If you’ve ever talked to a life insurance agent, there’s a good chance you were told that taking out a bigger policy – or investing in an annuity – was the key to financial peace of mind. It could be, but before you bite, be aware that the agent has incentives for selling you certain types of policies rather than other ones.
Most professionals who sell insurance are paid largely on a commission basis. In fact, most agents aren’t even employees of the carrier. More often than not, they’re independent contractors who are compensated based on how much they sell, with higher commissions for certain types of products.
This doesn’t necessarily mean they’re giving advice that doesn't fit your financial needs. By law, agents have to offer policies that meet certain “suitability” standards. In other words, a consumer finds who finds out later on that the coverage was inappropriate for his or her financial situation can file a complaint.
Still, agents have a significant motivation to sell as much as they reasonably can. Whenever agents or brokers sell a life insurance policy, they’ll typically bag more than half of the first year’s premium. That can amount to hundreds or even thousands of dollars, depending on the size of the policy. They often also receive so-called “renewal” commissions, which can amount to as much as 7.5% of premiums, for the next nine years that you keep the policy. Beyond that, some policies give the agent a small “persistency” fee annually.
Some insurance carriers are beginning to do away with renewal commissions on term policies, the most basic type of life insurance product. That’s one reason why sales reps may try to push whole life policies, which combine life insurance with a tax-advantaged savings component. Whole life coverage also lasts longer – the entire lifespan of the insured person – and tends to involve bigger dollar amounts, leading to a bigger payday for the agent. The question before buying such a policy is whether it's a better way to provide financial security for yourself than other options, such as securities or an annuity.

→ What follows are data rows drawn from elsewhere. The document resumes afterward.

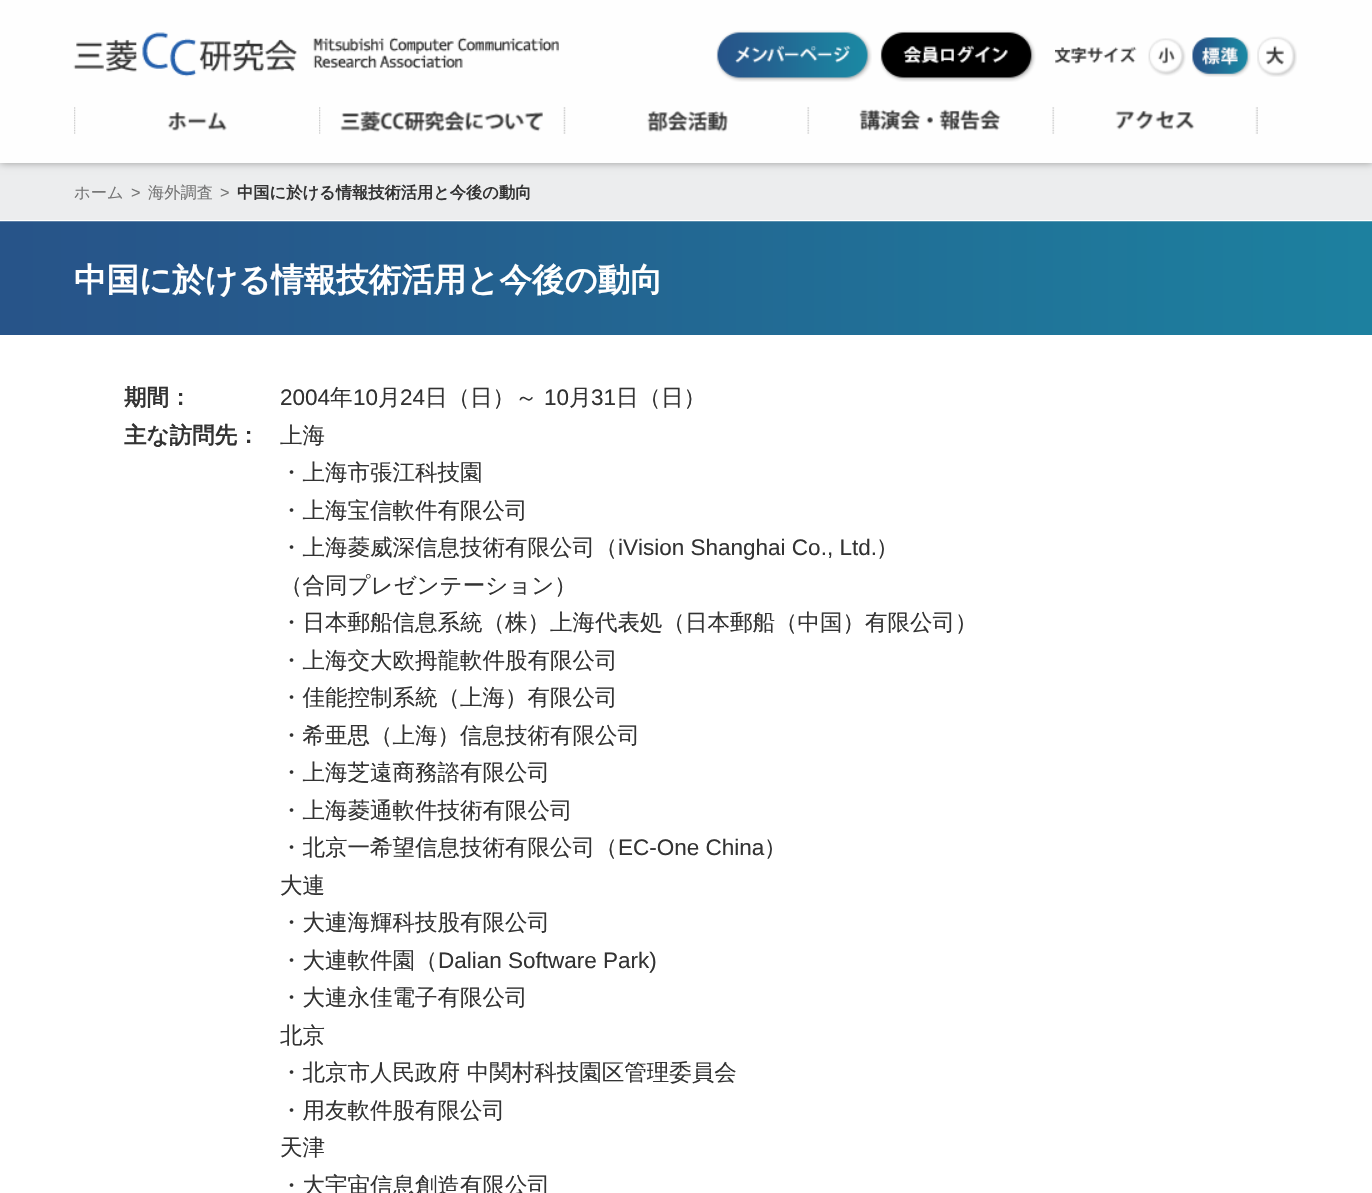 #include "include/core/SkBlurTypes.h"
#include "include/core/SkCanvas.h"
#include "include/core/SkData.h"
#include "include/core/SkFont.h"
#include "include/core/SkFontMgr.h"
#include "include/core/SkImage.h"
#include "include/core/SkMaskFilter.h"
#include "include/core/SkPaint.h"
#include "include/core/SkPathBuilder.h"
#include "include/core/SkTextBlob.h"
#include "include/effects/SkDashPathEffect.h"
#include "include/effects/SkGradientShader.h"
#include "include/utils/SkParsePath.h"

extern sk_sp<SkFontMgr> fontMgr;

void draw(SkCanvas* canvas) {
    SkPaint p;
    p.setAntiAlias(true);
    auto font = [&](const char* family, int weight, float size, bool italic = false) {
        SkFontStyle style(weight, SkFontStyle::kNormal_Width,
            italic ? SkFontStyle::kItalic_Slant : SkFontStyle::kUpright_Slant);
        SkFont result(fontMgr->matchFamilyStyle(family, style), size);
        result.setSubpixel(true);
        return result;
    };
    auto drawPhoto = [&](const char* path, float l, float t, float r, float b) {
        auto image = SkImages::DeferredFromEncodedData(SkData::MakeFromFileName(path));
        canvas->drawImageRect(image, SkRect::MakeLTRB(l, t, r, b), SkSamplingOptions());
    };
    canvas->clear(0xFFFFFFFF);
    p.setColor(0xFFECEDEE);
    canvas->drawRect(SkRect::MakeLTRB(0, 0, 1372, 220), p);
    canvas->save();
    canvas->clipPath(SkPathBuilder(SkPathFillType::kEvenOdd).moveTo(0, 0).lineTo(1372, 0).lineTo(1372, 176).lineTo(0, 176).close().moveTo(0, 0).lineTo(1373, 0).lineTo(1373, 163).lineTo(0, 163).close().detach(), true);
    p.setColor(0xFF999999);
    p.setMaskFilter(SkMaskFilter::MakeBlur(kNormal_SkBlurStyle, 4));
    canvas->drawRect(SkRect::MakeLTRB(0, 0, 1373, 163), p);
    p.setMaskFilter(nullptr);
    canvas->restore();
    p.setColor(0xE6FFFFFF);
    canvas->drawRect(SkRect::MakeLTRB(0, 0, 1372, 163), p);
    drawPhoto("media/1.png", 73, 32, 559, 77);
    drawPhoto("media/2.png", 716, 30, 872, 82);
    drawPhoto("media/3.png", 880, 30, 1036, 82);
    drawPhoto("media/4.png", 1055, 46, 1137, 64);
    drawPhoto("media/5.png", 1148, 38, 1186, 76);
    drawPhoto("media/6.png", 1192, 37, 1251, 77);
    drawPhoto("media/7.png", 1257, 36, 1297, 77);
    drawPhoto("media/8.png", 74, 107, 227, 134);
    drawPhoto("media/9.png", 319, 107, 543, 134);
    drawPhoto("media/10.png", 563, 107, 728, 134);
    drawPhoto("media/11.png", 807, 107, 1001, 134);
    drawPhoto("media/12.png", 1052, 107, 1258, 134);
    auto font1 = font("WenQuanYi Zen Hei", 500, 16.25f);
    p.setColor(0xFF767676);
    canvas->drawString("ホーム", 74, 198, font1, p);
    auto font2 = font("Liberation Sans", 400, 16.25f);
    canvas->drawString(">", 131, 198, font2, p);
    canvas->drawString("海外調査", 148, 198, font1, p);
    canvas->drawString(">", 220, 198, font2, p);
    auto font3 = font("WenQuanYi Zen Hei", 700, 16.25f);
    p.setColor(0xFF333333);
    canvas->drawString("中国に於ける情報技術活用と今後の動向", 237, 198, font3, p);
    drawPhoto("media/13.png", 0, 221, 1372, 335);
    auto font4 = font("WenQuanYi Zen Hei", 700, 32.5f);
    p.setColor(0xFFFFFFFF);
    canvas->drawString("中国に於ける情報技術活用と今後の動向", 74, 291, font4, p);
    auto font5 = font("WenQuanYi Zen Hei", 700, 22.5f);
    p.setColor(0xFF333333);
    canvas->drawString("期間：", 124, 405, font5, p);
    auto font6 = font("Liberation Sans", 400, 22.5f);
    canvas->drawString("2004", 280, 405, font6, p);
    auto font7 = font("WenQuanYi Zen Hei", 500, 22.5f);
    canvas->drawString("年", 330, 405, font7, p);
    canvas->drawString("10", 353, 405, font6, p);
    canvas->drawString("月", 378, 405, font7, p);
    canvas->drawString("24", 400, 405, font6, p);
    canvas->drawString("日（日）～", 425, 405, font7, p);
    canvas->drawString("10", 544, 405, font6, p);
    canvas->drawString("月", 569, 405, font7, p);
    canvas->drawString("31", 591, 405, font6, p);
    canvas->drawString("日（日）", 616, 405, font7, p);
    canvas->drawString("主な訪問先：", 124, 443, font5, p);
    {
        const struct { const char* s; float x, y; } items[] = {
            {"上海", 280, 443},
            {"・上海市張江科技園", 280, 480},
            {"・上海宝信軟件有限公司", 280, 518},
            {"・上海菱威深信息技術有限公司（", 280, 555},
        };
        for (auto [s, x, y] : items) {
            canvas->drawString(s, x, y, font7, p);
        }
    }
    canvas->drawString("iVision Shanghai Co., Ltd.", 618, 555, font6, p);
    {
        const struct { const char* s; float x, y; } items[] = {
            {"）", 876, 555},
            {"（合同プレゼンテーション）", 280, 593},
            {"・日本郵船信息系統（株）上海代表処（日本郵船（中国）有限公司）", 280, 630},
            {"・上海交大欧拇龍軟件股有限公司", 280, 668},
            {"・佳能控制系統（上海）有限公司", 280, 705},
            {"・希亜思（上海）信息技術有限公司", 280, 743},
            {"・上海芝遠商務諮有限公司", 280, 780},
            {"・上海菱通軟件技術有限公司", 280, 818},
            {"・北京一希望信息技術有限公司（", 280, 855},
        };
        for (auto [s, x, y] : items) {
            canvas->drawString(s, x, y, font7, p);
        }
    }
    canvas->drawString("EC-One China", 618, 855, font6, p);
    {
        const struct { const char* s; float x, y; } items[] = {
            {"）", 764, 855},
            {"大連", 280, 893},
            {"・大連海輝科技股有限公司", 280, 930},
            {"・大連軟件園（", 280, 968},
        };
        for (auto [s, x, y] : items) {
            canvas->drawString(s, x, y, font7, p);
        }
    }
    canvas->drawString("Dalian Software Park)", 438, 968, font6, p);
    {
        const struct { const char* s; float x, y; } items[] = {
            {"・大連永佳電子有限公司", 280, 1005},
            {"北京", 280, 1043},
            {"・北京市人民政府 中関村科技園区管理委員会", 280, 1080},
            {"・用友軟件股有限公司", 280, 1118},
            {"天津", 280, 1155},
            {"・大宇宙信息創造有限公司", 280, 1193},
        };
        for (auto [s, x, y] : items) {
            canvas->drawString(s, x, y, font7, p);
        }
    }
}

When customers balk at the cost of a whole life plan, some agents may suggest a “blended” policy, essentially a hybrid of whole life and term insurance products. They get a smaller commission than when they sell a conventional whole life policy, but more than they would if you bought a term plan.
Typically, customers don’t pay any more or less when they buy directly from a carrier or through a broker. The brokerage will split its commission with the life insurance agent, but the total amount of remuneration remains the same. If you value the personal service of a broker, you won't have to pay more to use one.
Annuities: A Lucrative Business
With more life insurance companies selling a variety of financial products today, agents often earn even more when they sell annuities. The fixed annuity, which pays the owner a set amount each year, is still the bread-and-butter of the industry. But many reps offer products that are more complex and often pay significantly higher commissions.
For example, a variable annuity offers a cash-balance feature where the payout depends in part on the performance of different stocks, bonds and mutual funds selected by the owner. These policies can garner commissions of 7-8% of the invested amount, split roughly equally between the carrier and the selling agent. Meanwhile, the investor gets a product that frequently charges 3% or even 3.5% of the account balance in annual fees – well above most mutual-fund expense ratios – and steep early-withdrawal penalties.
Perhaps even more controversial is the equity-indexed annuity. Here, the return is based on how well a benchmark such as the S&P 500 fares over time. In addition to being relatively complex, these products have also caught flak for paying agents so generously. Sellers typically receive more than 5% commissions each time they sell one.
That doesn’t mean most life insurance reps make massive incomes. According to the Bureau of Labor Statistics, the 2012 median salary for insurance agents was a modest $48,150 (the average salary was $63,400). The first several years of developing a customer base can be particularly challenging, with less than 20% of new agents lasting more than four years. Still, experts say that understanding the industry’s payment model can help consumers appreciate why some agents may have a bias toward certain products over others.
The Bottom Line
When you're comparing different products, ask the agent or broker how much commission they make on each one. If they refuse to tell you, you might want to find someone who will. And, of course, shop around for quotes from several sources before buying any product.